Martinet (1961 : "il y a expansion par coordination lorsque la fonction de l’élément ajouté est identique à celle d’un élément préexistant dans le même cadre, de telle sorte que l'on retrouverait la structure de l’énoncé primitif si l’on supprimait l’élément préexistant... L’expansion par coordination peut affecter n’importe laquelle des unités considérées jusqu’ici ; un monème autonome dans aujourd'hui et demain, un monème fonctionnel dans avec et sans ses valises, une modalité en anglais with his and her bags, un lexème dans rouge et noir, homme et femme, un syntagme prédicatif dans il dessine et il peint avec talent") ;

Ruwet (1967 : "La coordination qui est un des processus les plus productifs du langage pose des problèmes insolubles à une grammaire syntagmatique.
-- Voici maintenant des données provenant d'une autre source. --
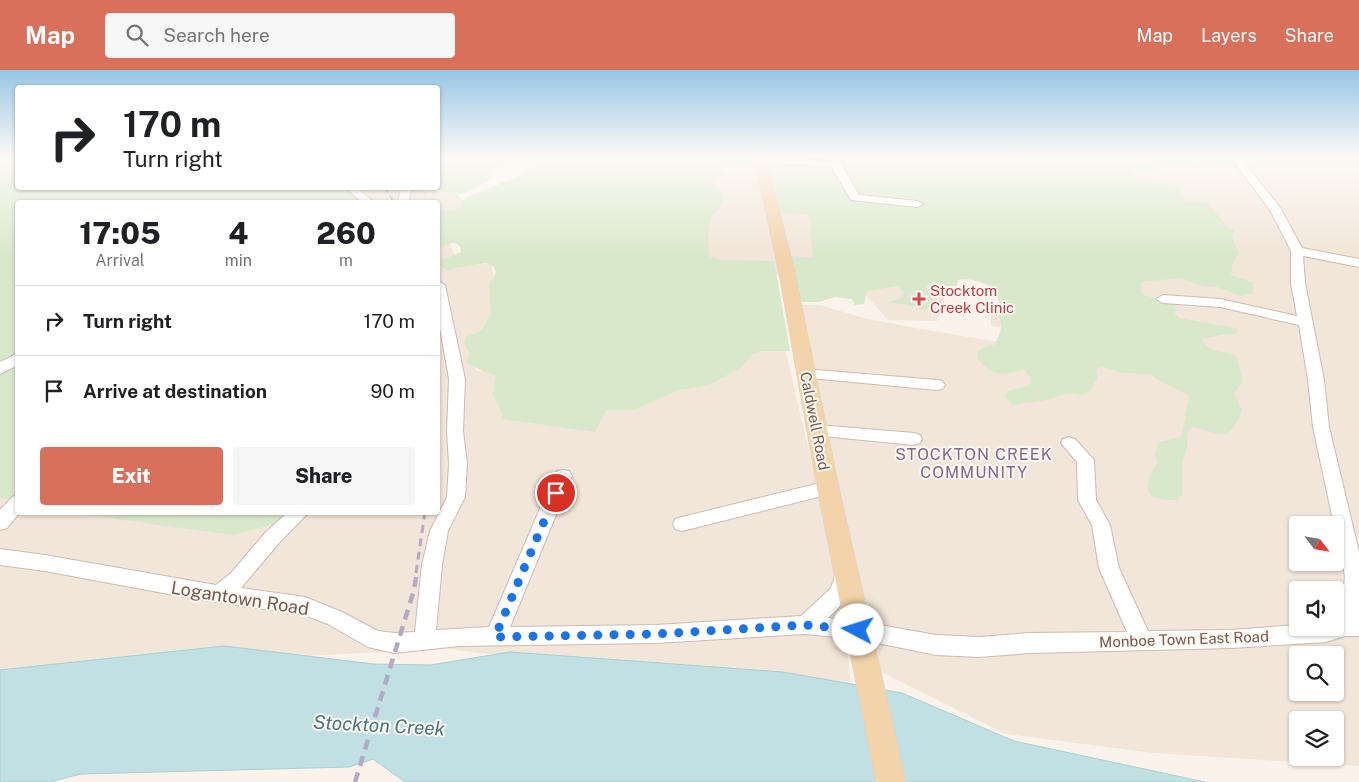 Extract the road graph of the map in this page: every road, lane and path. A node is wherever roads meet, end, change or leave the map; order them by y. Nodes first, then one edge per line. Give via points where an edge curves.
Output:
1 (353, 190) edge
2 (768, 190) edge
3 (851, 190) edge
4 (1261, 190) edge
5 (365, 200) edge
6 (917, 204) dead end
7 (1296, 251) junction
8 (1359, 263) edge
9 (440, 294) edge
10 (1163, 299) dead end
11 (1305, 322) junction
12 (15, 360) edge
13 (0, 369) edge
14 (805, 374) junction
15 (937, 385) dead end
16 (818, 430) junction
17 (914, 438) dead end
18 (1069, 443) dead end
19 (563, 476) dead end
20 (828, 488) junction
21 (15, 506) edge
22 (297, 515) edge
23 (0, 523) edge
24 (682, 524) dead end
25 (0, 557) edge
26 (847, 568) junction
27 (220, 593) junction
28 (805, 625) junction
29 (1352, 627) edge
30 (858, 630) junction
31 (495, 637) junction
32 (424, 640) junction
33 (1142, 642) junction
34 (891, 782) edge

1 - 5 street
2 - 14 main road, Caldwell Road via 788,273
3 - 6 street via 855,198
4 - 7 street, Monboe Town East Road via 1275,209
7 - 8 street
7 - 11 street, Monboe Town East Road
9 - 32 street via 457,379 455,431 458,464 456,497 439,531 432,565
10 - 11 street via 1220,304
11 - 29 street, Monboe Town East Road via 1321,427 1355,576
12 - 13 street
14 - 15 street
14 - 16 main road, Caldwell Road
16 - 17 street
16 - 20 main road, Caldwell Road
18 - 33 street via 1084,460 1087,500 1101,525 1109,568
19 - 31 street
20 - 24 street
20 - 26 main road, Caldwell Road
21 - 23 street
22 - 27 street via 272,538 238,579
25 - 27 street, Logantown Road
26 - 28 street via 840,592
26 - 30 main road, Caldwell Road
27 - 32 street, Logantown Road via 305,606 375,640 394,643
28 - 30 street, Logantown Road
28 - 31 street, Logantown Road via 656,634
29 - 33 street, Monboe Town East Road via 1326,633
30 - 33 street, Monboe Town East Road via 936,645 979,647
30 - 34 main road, Caldwell Road
31 - 32 street, Logantown Road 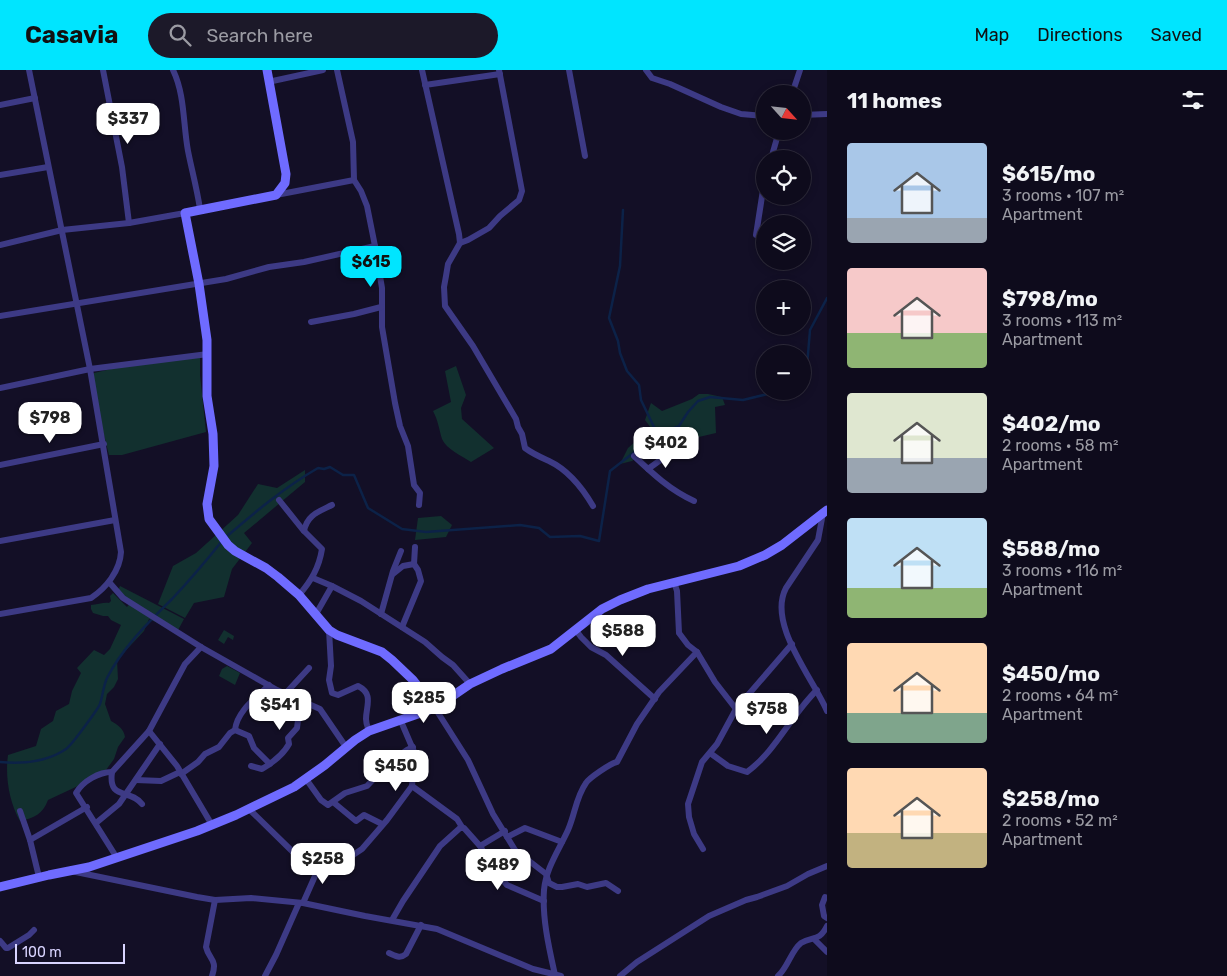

Notons d’abord, cependant, que la notion de constituant, telle qu’elle est définie par une grammaire syntagmatique, doit jouer un rôle considérable dans l’étude de la coordination... En effet, en général pour que la coordination soit possible, il faut que les constituants coordonnés soient des constituants de même type, et cela, souvent en un sens très étroit").

Il est dans ces trois longues citations d’innombrables mots qui devraient être définis longuement, afin qu’ils soient intelligibles au plus grand nombre, en particulier à ceux qui font l’effort de consulter les dictionnaires. Certes, ces extraits tératologiques sont obscurs ; certes, ils semblent avoir été écrits par des dérangés ; certes, personne ne les lit ; mais ils sont utiles. Ne révèlent-ils pas la cause, parmi bien d’autres, de la disparition de tout enseignement de la grammaire à l’école et ailleurs et de l’immense discrédit dans lequel cette discipline, qui a formé pendant plus de vingt siècles les Européens, s’est abîmée ? Oui, le savoir grammatical s’est effondré, comme il est prévu que le système solaire s’effondre sur lui-même dans quatre milliards (et des poussières) d’années. La cause n’est pas seulement l’élimination programmée, à l’école socialiste ou apparentée, de tout enseignement de la grammaire ; elle tient aussi au charabia des experts, d’autant plus vain ou inutile qu’il porte sur des faits simples et évidents. C’est comme si un stratège prévoyait d’utiliser les divisions blindées pour enfoncer des portes grandes ouvertes.